This might seem like a rather simple problem, but I am actually unable to find a helpful solution that specifically refers to this problem.
I did several Western Blots of biological replicates (n=4) of the same experimental setup of 4 samples. I quantified the band intensities of my protein of interest and normalized the densitometric values against ponceau staining of the membrane. I chose ponceau staining because the standard loading controls GAPDH and Tubulin seem to be influenced by the treatment and therefore falsify the results.
Now, since the numbers from a densitometric analysis are arbitrary values, they have to be normalized. For this I of course chose my ctrl treatment. Meaning I get values like sample 1 (ctrl): 1.0, sample 2: 4.3, sample 3: 1.3, sample 4: 3.6. I normalized each experiment individually, since they are all on seperate blots. Hence, for sample 1 (ctrl) I got the value 1.0 for each of the 4 biological replicates.

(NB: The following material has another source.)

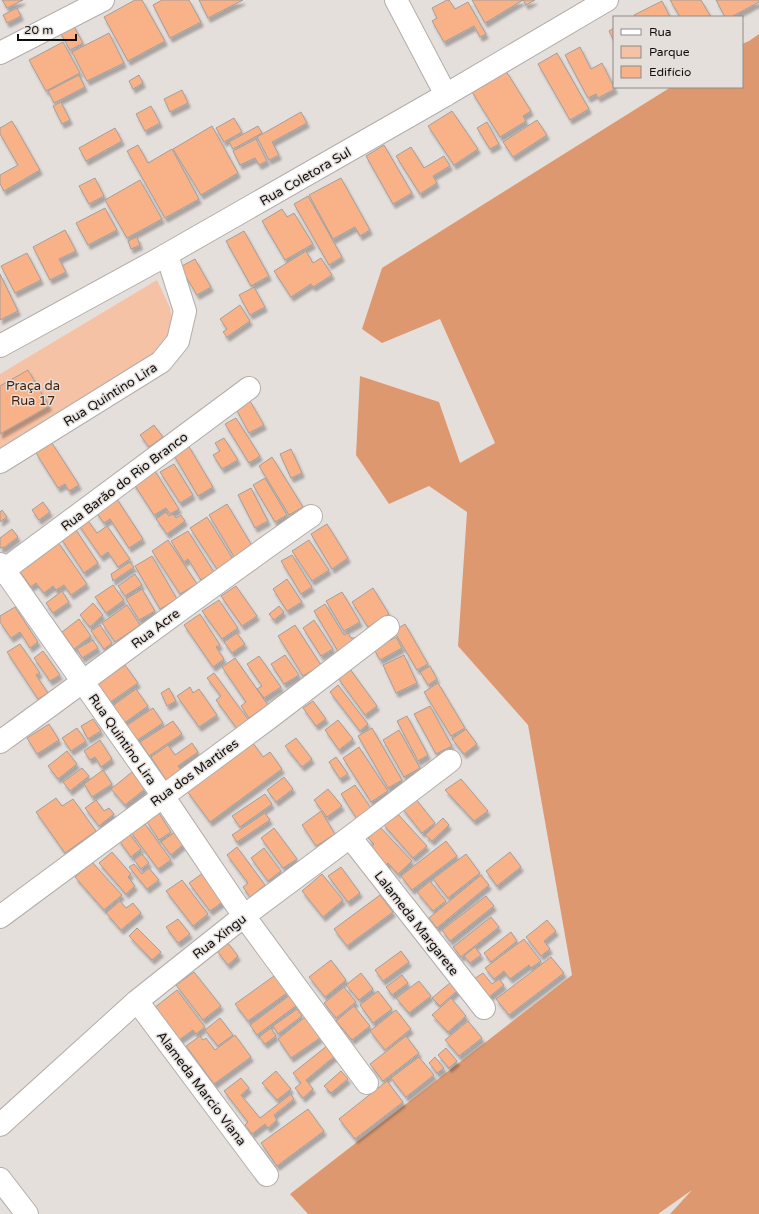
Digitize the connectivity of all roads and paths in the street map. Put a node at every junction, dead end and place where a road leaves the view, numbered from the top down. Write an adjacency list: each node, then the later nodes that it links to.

This of course creates problems for a subsequent statistical analysis. Since this ctrl value will have no standard deviation a lot of statistical analyses are technically not possible because you would violate some assumptions they make. I know that I can do a one-sample-t-test if I want to compare sample 2 with sample 1. But I want to do 3 comparisons (S1-S2, S3-S4, and S2-S4) For this I would normally choose one-way-ANOVA with an aapropriate Post-Hoc-test, but I read in several posts that having a value with no standard deviation violates the assumptions of an ANOVA.
So how can I do this analysis? How does anyone do a Western analysis? I mean, the absolute numbers from the densitometry are completely meaningless, because they depend on antibody, ECL, exposure time, and many more things.